A while back, I started playing some games like call of duty-world at war, grid and farcry 2. However, the low end card I have in my computer proved to be a very severe bottleneck to the smoothness of the game. While those game were not as demanding as realflight G4, they were somehow still unplayable on my Geforce 7300. Coupled with the fact that I had always wanted a more powerful card for running realflight in the rendered fields, I started looking at a graphic card upgrade. It was obviously stupid for a person like me who so rarely play games to be spending a lot on a GFX, so my I wanted something that is cheap, good and supported by my other components in my current com.

And with my tiny budget... I got a Asus EAH4830


From 50D



It is the slightly overclocked version of the standard ATI 4830 and is cheap and good enough for the 1280x1024 resolution that I run my games and simulator at. This is a full size, dual slot card which is quite a bit longer than my old card and requires one PCI-E power connector, which just so forunately is supported by my P.S.U.


From 50D



From 50D


And this is how it looks like when installed in my rig. I was lucky enough that it fits my small casing after I shifted the harddisk down. Just a bit longer and I will probably have to change the casing with computer for videos in my bedroom which has a old and ugly full size tower.

From 50D

From 50D

This card is IMPRESSIVE. At my monitor's native resolution of 1280x1024, everything was much much quicker during gameplay and there was no lag even during large explosion. Impressive card.

Now the important part...How does Realflight G4.5 runs with this?
Good enough for me. For the rendered fields which my previous card was struggling to do, framerate never for once, dropped below 30fps with this new card. That is, even with all the bloom effect, shadows, soft shadow and what not turned on the max.

Night flying in the circus looks awesome and is perfectly playable now. On my old card, I was more like looking at slide show, rather than flying.

Water flying is the tricky bit. With all the effects turned on to the max, I am still not getting the 30fps that Iwant. It hovers somewhere around 25.5-27fps, which I guess is good enough considering that this is a budget gaming card. I suspect the bottleneck is my cpu which is the first generation core 2 duo.

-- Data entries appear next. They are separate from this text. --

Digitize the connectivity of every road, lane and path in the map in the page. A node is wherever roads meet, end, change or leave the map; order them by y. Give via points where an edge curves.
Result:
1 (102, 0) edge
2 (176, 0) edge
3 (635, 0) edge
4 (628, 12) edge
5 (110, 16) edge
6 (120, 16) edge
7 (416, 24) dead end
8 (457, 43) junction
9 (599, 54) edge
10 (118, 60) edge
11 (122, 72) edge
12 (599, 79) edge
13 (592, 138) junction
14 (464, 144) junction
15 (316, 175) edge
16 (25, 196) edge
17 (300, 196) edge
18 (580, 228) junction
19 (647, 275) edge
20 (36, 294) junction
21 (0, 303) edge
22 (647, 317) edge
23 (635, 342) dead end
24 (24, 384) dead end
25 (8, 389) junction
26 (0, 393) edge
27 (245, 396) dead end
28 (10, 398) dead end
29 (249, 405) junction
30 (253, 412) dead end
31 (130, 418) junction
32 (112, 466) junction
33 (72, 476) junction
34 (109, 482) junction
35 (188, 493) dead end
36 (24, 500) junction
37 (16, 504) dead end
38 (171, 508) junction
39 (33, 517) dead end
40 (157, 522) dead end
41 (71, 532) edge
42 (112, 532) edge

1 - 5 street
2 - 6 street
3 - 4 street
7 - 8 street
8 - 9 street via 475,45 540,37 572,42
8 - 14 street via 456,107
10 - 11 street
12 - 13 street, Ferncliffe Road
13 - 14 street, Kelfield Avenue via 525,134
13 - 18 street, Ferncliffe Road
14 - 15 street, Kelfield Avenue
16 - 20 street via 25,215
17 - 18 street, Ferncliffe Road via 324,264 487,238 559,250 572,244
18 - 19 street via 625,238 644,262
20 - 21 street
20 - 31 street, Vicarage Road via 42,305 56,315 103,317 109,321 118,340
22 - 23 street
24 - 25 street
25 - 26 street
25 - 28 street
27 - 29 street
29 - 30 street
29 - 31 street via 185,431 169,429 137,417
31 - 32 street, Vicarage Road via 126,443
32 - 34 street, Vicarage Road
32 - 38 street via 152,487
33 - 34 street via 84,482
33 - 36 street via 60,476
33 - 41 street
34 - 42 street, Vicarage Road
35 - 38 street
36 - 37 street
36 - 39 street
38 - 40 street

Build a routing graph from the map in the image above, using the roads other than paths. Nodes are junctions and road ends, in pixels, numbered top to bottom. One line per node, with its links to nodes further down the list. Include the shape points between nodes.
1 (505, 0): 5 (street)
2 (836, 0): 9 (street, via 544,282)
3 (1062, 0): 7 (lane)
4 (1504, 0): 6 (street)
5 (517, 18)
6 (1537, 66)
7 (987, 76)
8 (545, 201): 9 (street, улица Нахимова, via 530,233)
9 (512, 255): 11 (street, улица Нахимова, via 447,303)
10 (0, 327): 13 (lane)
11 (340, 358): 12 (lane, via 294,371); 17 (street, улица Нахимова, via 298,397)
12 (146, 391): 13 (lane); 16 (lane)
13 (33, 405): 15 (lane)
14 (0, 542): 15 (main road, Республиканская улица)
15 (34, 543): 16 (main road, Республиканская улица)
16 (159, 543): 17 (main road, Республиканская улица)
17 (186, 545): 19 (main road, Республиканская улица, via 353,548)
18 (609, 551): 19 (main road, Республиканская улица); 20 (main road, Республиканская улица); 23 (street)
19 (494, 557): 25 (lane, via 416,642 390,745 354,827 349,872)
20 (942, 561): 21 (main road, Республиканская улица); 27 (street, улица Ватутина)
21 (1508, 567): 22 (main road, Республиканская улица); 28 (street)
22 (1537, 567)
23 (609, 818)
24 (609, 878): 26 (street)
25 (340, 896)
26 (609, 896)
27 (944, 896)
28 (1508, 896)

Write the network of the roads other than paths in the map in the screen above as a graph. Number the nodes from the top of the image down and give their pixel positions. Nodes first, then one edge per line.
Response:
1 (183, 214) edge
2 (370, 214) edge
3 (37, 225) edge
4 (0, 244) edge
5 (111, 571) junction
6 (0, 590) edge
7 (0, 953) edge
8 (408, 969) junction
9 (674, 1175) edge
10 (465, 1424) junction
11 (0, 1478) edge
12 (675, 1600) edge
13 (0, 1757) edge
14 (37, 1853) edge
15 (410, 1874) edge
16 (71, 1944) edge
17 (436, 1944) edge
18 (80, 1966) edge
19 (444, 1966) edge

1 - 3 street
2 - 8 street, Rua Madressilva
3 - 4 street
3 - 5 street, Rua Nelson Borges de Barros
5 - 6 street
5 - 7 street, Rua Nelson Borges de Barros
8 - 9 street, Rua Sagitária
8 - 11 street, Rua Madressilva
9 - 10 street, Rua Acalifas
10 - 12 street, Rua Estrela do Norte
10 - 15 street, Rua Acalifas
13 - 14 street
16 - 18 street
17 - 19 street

All in all, it was well worth the money and it is something that I regret not doing earlier.

However, there is one tiny problem. Because of the amount of power that it consumes in gameplay, it produces a lot of heat that my mini-tower finds hard to dissipate. System temperature shot up by a whole 4 degree when I am playing game and my P.S.U. seems to be running a low warmer. Probably need one or two more fans to increase air circulation in the casing.